How pandas resample works in Python? Best example

How pandas resample works in Python? Best example
“`html

If you work with time series data in Python, chances are you’ve come across the pandas library. One of its most powerful features is the resample() method, which allows you to adjust the frequency of your time series data effortlessly. In this guide, I’ll break down how pandas.resample() works, when to use it, and provide some practical examples along the way.

What is pandas.resample()?

The resample() method is specifically designed for time series data. It helps in changing the frequency of observations by either upsampling (increasing frequency) or downsampling (decreasing frequency). This method is particularly useful when dealing with datasets that have irregular time intervals or when aggregating data.

Basic Syntax of pandas.resample()

The syntax for using resample() is straightforward:

DataFrame.resample(rule, on=None, level=None, axis=0, closed='right', label='right', convention='start', kind=None, loffset=None, base=0, origin='start_day', offset=None)

While there are several parameters available, you will primarily work with:

  • rule: Defines the new frequency (e.g., ‘D’ for daily, ‘M’ for monthly).
  • on: Specifies the column containing datetime values (useful for non-index time series).
  • method: Determines how data will be aggregated or interpolated (e.g., sum, mean, max).

Common Resampling Frequencies

When resampling data, you can specify various frequencies using predefined string aliases. Here are some commonly used ones:

Alias Description
‘D’ Daily frequency
‘W’ Weekly frequency
‘M’ Month-end frequency
‘Q’ Quarter-end frequency
‘A’ Year-end frequency
‘H’ Hourly frequency
‘T’ Minute frequency

Downsampling: Reducing Frequency

Downsampling is when we reduce the frequency of data, such as converting hourly data into daily aggregates.

Here’s an example where we take hourly data and resample it to daily sums:

import pandas as pd
import numpy as np

# Creating hourly time series data
date_rng = pd.date_range(start='2024-01-01', end='2024-01-07', freq='H')
df = pd.DataFrame({'date': date_rng, 'value': np.random.randint(1, 100, size=len(date_rng))})

# Setting the date column as index
df.set_index('date', inplace=True)

# Resampling to daily frequency using sum
df_daily = df.resample('D').sum()
print(df_daily.head())

By specifying 'D', we tell Pandas to resample data into daily intervals, summing up the hourly values.

Upsampling: Increasing Frequency

Upsampling is when we increase the frequency of data by filling in missing intervals. This often requires interpolation or forward-filling techniques.

Here’s an example converting daily data into hourly data:

# Upsampling to hourly frequency with forward fill
df_hourly = df_daily.resample('H').ffill()
print(df_hourly.head(10))

Using ffill(), we ensure that missing values are filled using the last available value.

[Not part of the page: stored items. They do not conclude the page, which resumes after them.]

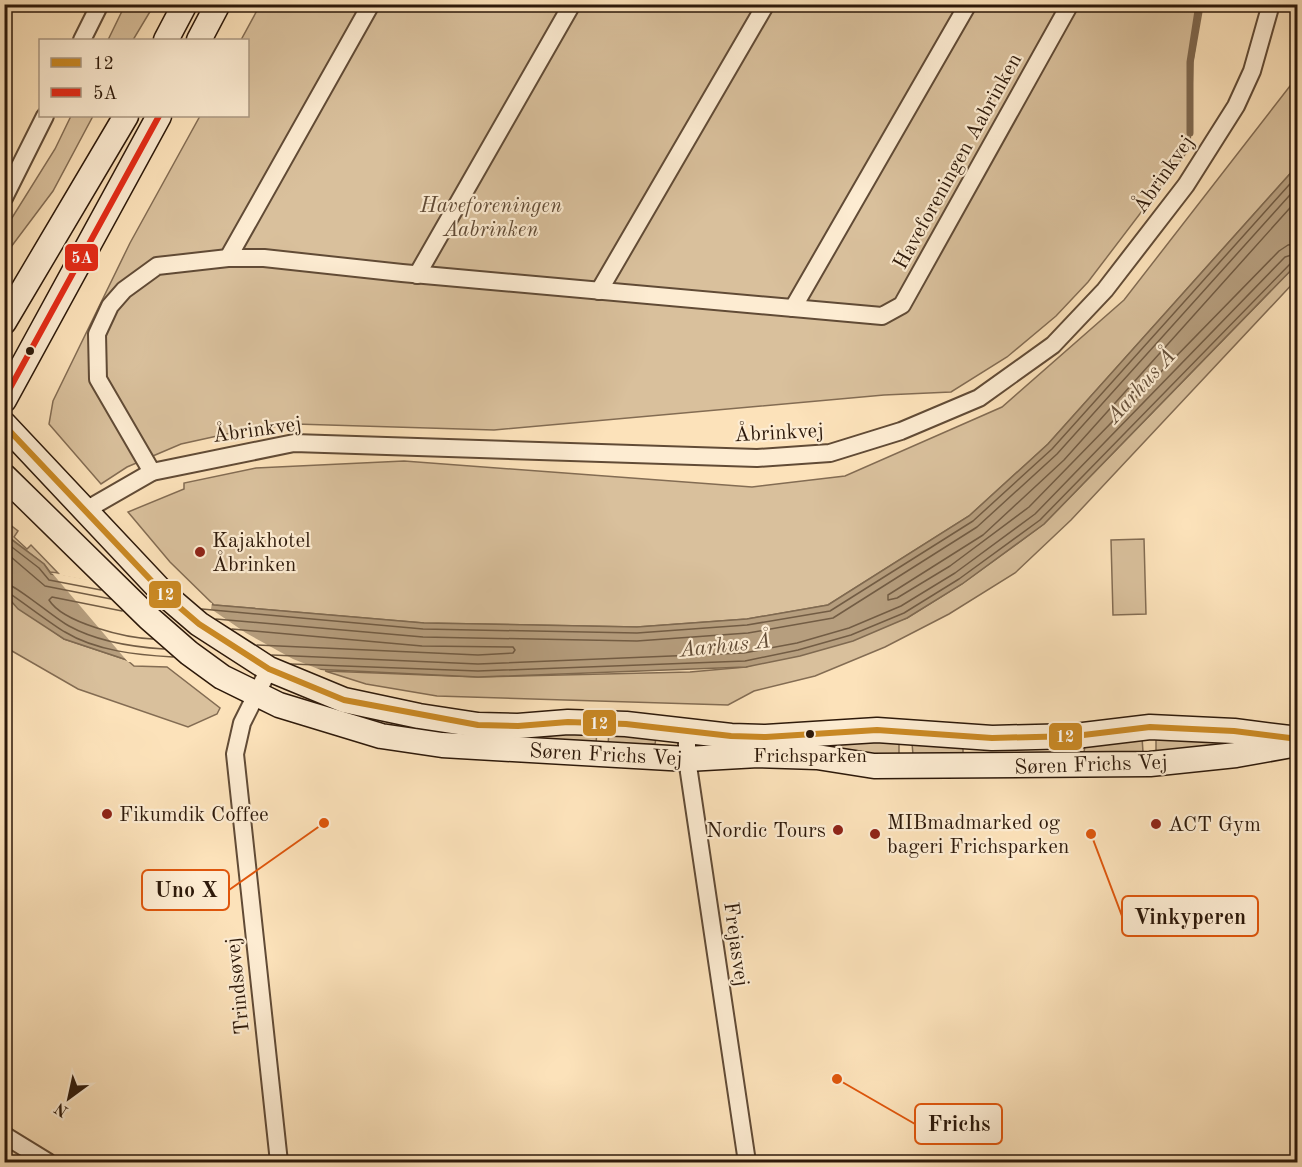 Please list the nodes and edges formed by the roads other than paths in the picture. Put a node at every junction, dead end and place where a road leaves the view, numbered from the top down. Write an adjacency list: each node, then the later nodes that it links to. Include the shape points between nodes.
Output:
1 (100, 4): 10 (street)
2 (186, 4): 11 (street)
3 (218, 4): 12 (street)
4 (371, 4): 17 (street)
5 (572, 4): 18 (street)
6 (766, 4): 19 (street)
7 (968, 4): 20 (street)
8 (1070, 4): 20 (street, Haveforeningen Aabrinken, via 902,305 882,316)
9 (1271, 4): 24 (street, Åbrinkvej, via 1252,71 1236,106 1186,185 1105,290 1053,345 980,398 901,431 830,453 757,458 294,443)
10 (82, 39)
11 (167, 39)
12 (200, 39)
13 (44, 117): 16 (street)
14 (125, 117): 21 (street)
15 (158, 117): 22 (street)
16 (4, 198)
17 (228, 258): 18 (street, Haveforeningen Aabrinken, via 264,258); 24 (street, Haveforeningen Aabrinken, via 157,266 124,290 110,306 97,334 98,379)
18 (417, 275): 19 (street, Haveforeningen Aabrinken)
19 (599, 291): 20 (street, Haveforeningen Aabrinken)
20 (793, 308)
21 (4, 322)
22 (4, 399)
23 (4, 424): 26 (street, Søren Frichs Vej)
24 (152, 472): 26 (street, Åbrinkvej)
25 (4, 476): 28 (street, Søren Frichs Vej, via 114,585 206,666)
26 (86, 510): 27 (street, Søren Frichs Vej, via 164,594 199,624)
27 (269, 669): 28 (street, Trindsøvej); 29 (street, Søren Frichs Vej, via 344,700 419,716 478,725 626,724)
28 (255, 695): 32 (street, Søren Frichs Vej, via 348,728 414,741); 35 (street, Trindsøvej, via 242,723 235,754)
29 (687, 733): 30 (street, Søren Frichs Vej, via 766,737 877,730 992,738 1075,736 1150,727); 32 (street, Frejasvej)
30 (1298, 739)
31 (1298, 744): 32 (street, Søren Frichs Vej, via 1236,755 1139,764 874,766 817,757)
32 (687, 759): 36 (street, Frejasvej)
33 (4, 1135): 34 (street)
34 (48, 1162)
35 (279, 1162)
36 (747, 1162) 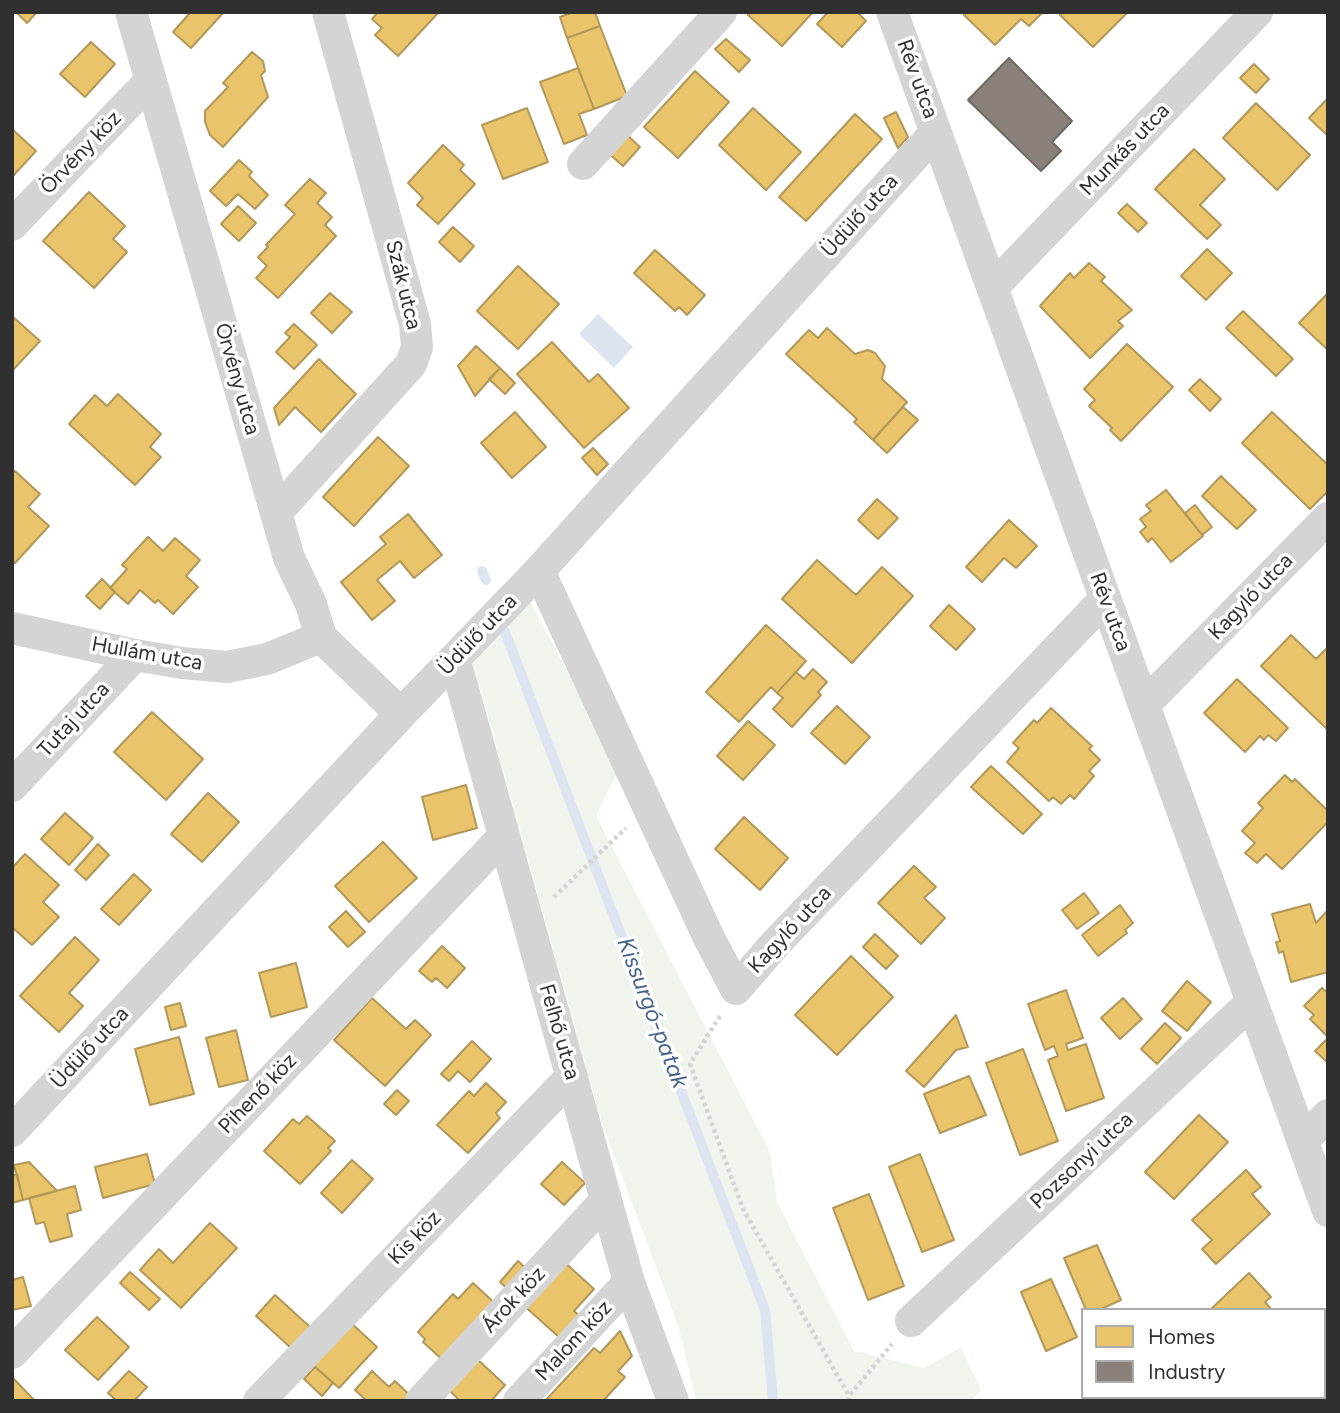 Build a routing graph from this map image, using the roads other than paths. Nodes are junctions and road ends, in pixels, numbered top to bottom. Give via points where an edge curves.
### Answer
1 (131, 12) edge
2 (328, 12) edge
3 (721, 12) edge
4 (892, 12) edge
5 (1257, 12) edge
6 (150, 80) junction
7 (936, 132) junction
8 (583, 164) dead end
9 (12, 225) edge
10 (993, 288) junction
11 (276, 513) junction
12 (1328, 518) edge
13 (539, 571) junction
14 (1105, 598) junction
15 (12, 628) edge
16 (321, 637) junction
17 (135, 655) junction
18 (455, 661) junction
19 (1144, 705) junction
20 (401, 714) junction
21 (12, 786) edge
22 (504, 836) junction
23 (1252, 1002) junction
24 (572, 1076) junction
25 (1328, 1115) edge
26 (12, 1130) edge
27 (1303, 1141) junction
28 (606, 1200) junction
29 (1328, 1211) edge
30 (629, 1282) junction
31 (911, 1321) road end
32 (12, 1353) edge
33 (259, 1401) edge
34 (421, 1401) edge
35 (519, 1401) edge
36 (673, 1401) edge

1 - 6 street, Örvény utca
2 - 11 street, Szák utca via 415,324 417,347 411,364
3 - 8 street
4 - 7 street, Rév utca
5 - 10 street, Munkás utca
6 - 9 street, Örvény köz
6 - 11 street, Örvény utca
7 - 10 street, Rév utca
7 - 13 street, Üdülő utca
10 - 14 street, Rév utca
11 - 16 street, Örvény utca
12 - 19 street, Kagyló utca
13 - 14 street, Kagyló utca via 736,989
13 - 18 street, Üdülő utca
14 - 19 street, Rév utca
15 - 17 street, Hullám utca
16 - 17 street, Hullám utca via 267,659 227,667
16 - 20 street, Örvény utca
17 - 21 street, Tutaj utca
18 - 20 street, Üdülő utca
18 - 22 street, Felhő utca
19 - 23 street, Rév utca
20 - 26 street, Üdülő utca
22 - 24 street, Felhő utca
22 - 32 street, Pihenő köz
23 - 27 street, Rév utca
23 - 31 street, Pozsonyi utca
24 - 28 street, Felhő utca
24 - 33 street, Kis köz
25 - 27 street
27 - 29 street, Rév utca
28 - 30 street, Felhő utca
28 - 34 street, Árok köz
30 - 35 street, Malom köz
30 - 36 street, Felhő utca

Applying Aggregation Methods

The real power of resample() comes from the ability to apply different aggregation methods. Some common ones include:

  • sum() – Summing values within each resampled period
  • mean() – Taking the average of values
  • max() – Finding the maximum value
  • min() – Finding the minimum value
  • count() – Counting the number of occurrences

Example using monthly mean:

df_monthly = df.resample('M').mean()
print(df_monthly.head())

By changing the frequency to 'M', we compute the mean value for each month.

Handling Non-DateTime Index

If your DataFrame doesn’t have a DateTime index, you must specify which column contains dates using the on parameter:

df_resampled = df.resample('D', on='date').sum()

Without setting the index first, resample() won’t work unless on is specified.

Combining Multiple Resampling Operations

Sometimes, you might need to apply multiple resampling operations sequentially. For example, first converting daily data into weekly and then taking the mean:

df_weekly = df.resample('W').mean()
print(df_weekly.head())

This approach is useful when preparing data for machine learning models or summarizing trends.

Conclusion

The pandas.resample() function is incredibly versatile for working with time series data. Whether you need to downsample, upsample, or apply aggregations, it provides a seamless way to manipulate time-indexed data.

Now that you know how pandas.resample() works in Python, experiment with it on your datasets to fully grasp its potential. Hope this guide helped clarify any doubts!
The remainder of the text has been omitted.